%%

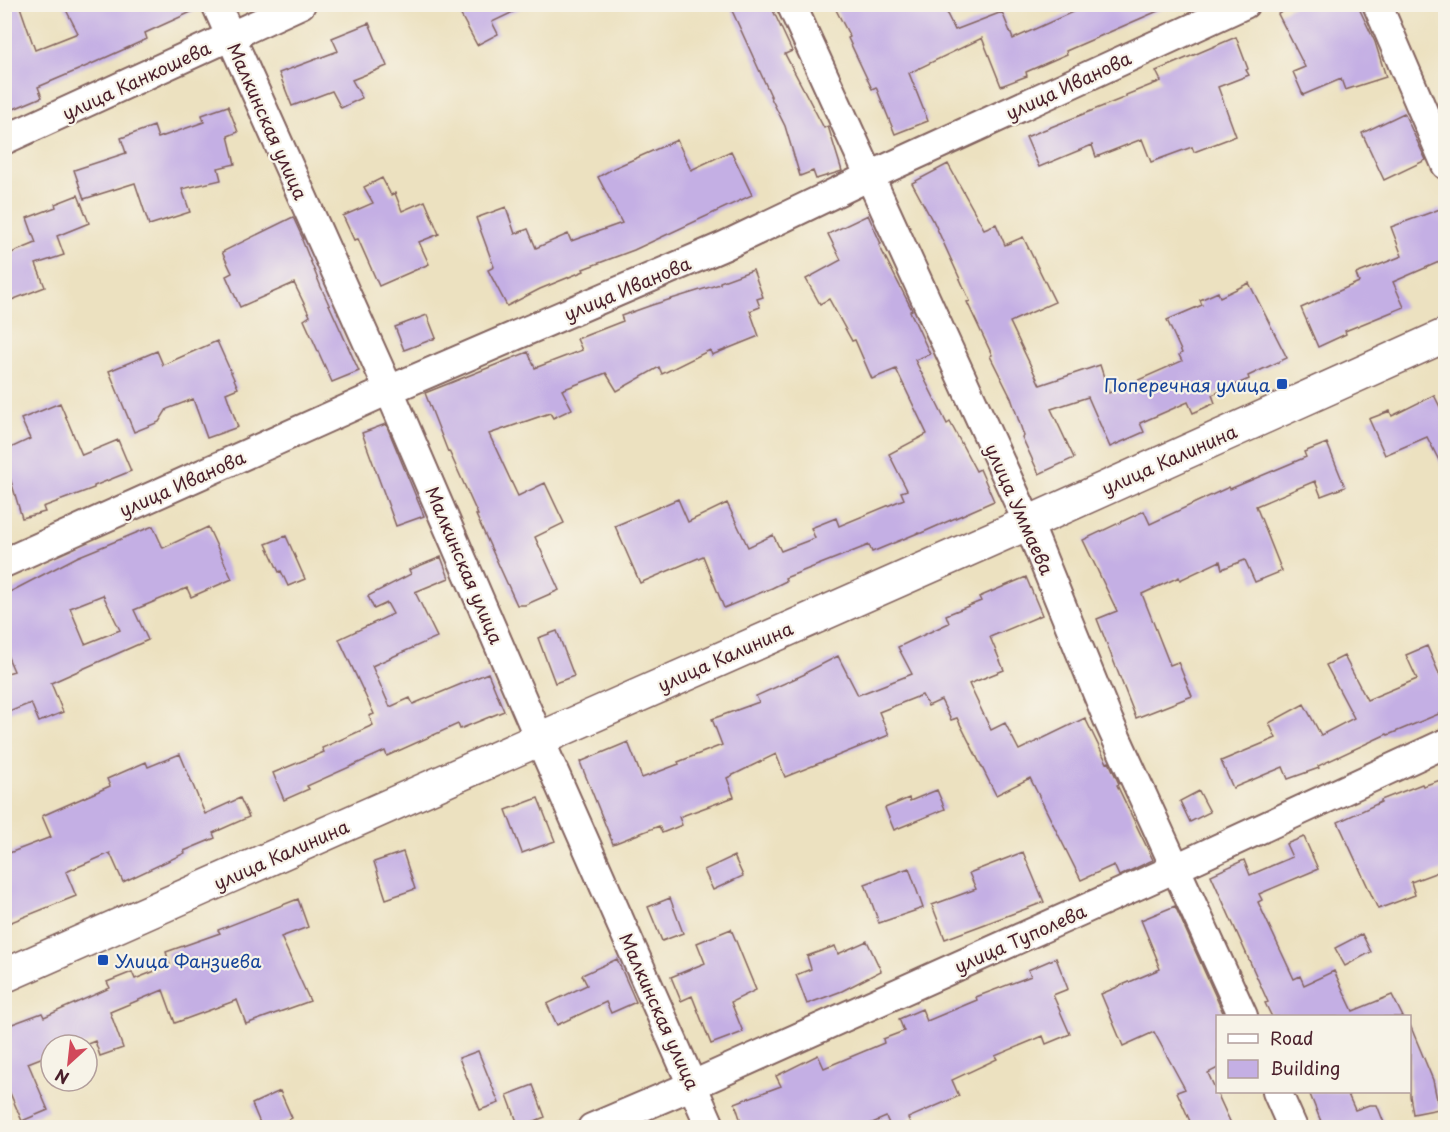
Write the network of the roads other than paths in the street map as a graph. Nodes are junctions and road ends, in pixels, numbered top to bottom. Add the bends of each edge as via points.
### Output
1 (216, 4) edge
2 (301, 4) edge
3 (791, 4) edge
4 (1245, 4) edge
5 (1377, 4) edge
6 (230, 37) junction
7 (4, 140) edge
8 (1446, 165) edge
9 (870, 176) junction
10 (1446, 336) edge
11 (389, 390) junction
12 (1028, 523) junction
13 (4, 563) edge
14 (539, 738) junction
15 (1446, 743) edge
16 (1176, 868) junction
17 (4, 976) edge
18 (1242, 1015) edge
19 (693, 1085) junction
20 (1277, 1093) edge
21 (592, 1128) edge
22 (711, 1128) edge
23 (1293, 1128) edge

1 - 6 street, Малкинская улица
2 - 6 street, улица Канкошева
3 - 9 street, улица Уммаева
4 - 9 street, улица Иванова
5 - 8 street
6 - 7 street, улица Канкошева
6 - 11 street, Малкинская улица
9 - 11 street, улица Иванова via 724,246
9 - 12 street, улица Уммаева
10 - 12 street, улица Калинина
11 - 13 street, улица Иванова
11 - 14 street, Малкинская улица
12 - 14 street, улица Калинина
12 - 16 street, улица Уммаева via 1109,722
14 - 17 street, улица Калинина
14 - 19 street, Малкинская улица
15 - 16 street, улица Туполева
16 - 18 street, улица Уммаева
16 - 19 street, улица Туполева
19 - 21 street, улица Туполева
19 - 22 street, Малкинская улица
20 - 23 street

%%

• [Task prompt]: Print the entire listing precisely as written, omitting the images it holds.

• [Response]:
Write the network of the roads other than paths in the street map as a graph. Nodes are junctions and road ends, in pixels, numbered top to bottom. Add the bends of each edge as via points.
### Output
1 (216, 4) edge
2 (301, 4) edge
3 (791, 4) edge
4 (1245, 4) edge
5 (1377, 4) edge
6 (230, 37) junction
7 (4, 140) edge
8 (1446, 165) edge
9 (870, 176) junction
10 (1446, 336) edge
11 (389, 390) junction
12 (1028, 523) junction
13 (4, 563) edge
14 (539, 738) junction
15 (1446, 743) edge
16 (1176, 868) junction
17 (4, 976) edge
18 (1242, 1015) edge
19 (693, 1085) junction
20 (1277, 1093) edge
21 (592, 1128) edge
22 (711, 1128) edge
23 (1293, 1128) edge

1 - 6 street, Малкинская улица
2 - 6 street, улица Канкошева
3 - 9 street, улица Уммаева
4 - 9 street, улица Иванова
5 - 8 street
6 - 7 street, улица Канкошева
6 - 11 street, Малкинская улица
9 - 11 street, улица Иванова via 724,246
9 - 12 street, улица Уммаева
10 - 12 street, улица Калинина
11 - 13 street, улица Иванова
11 - 14 street, Малкинская улица
12 - 14 street, улица Калинина
12 - 16 street, улица Уммаева via 1109,722
14 - 17 street, улица Калинина
14 - 19 street, Малкинская улица
15 - 16 street, улица Туполева
16 - 18 street, улица Уммаева
16 - 19 street, улица Туполева
19 - 21 street, улица Туполева
19 - 22 street, Малкинская улица
20 - 23 street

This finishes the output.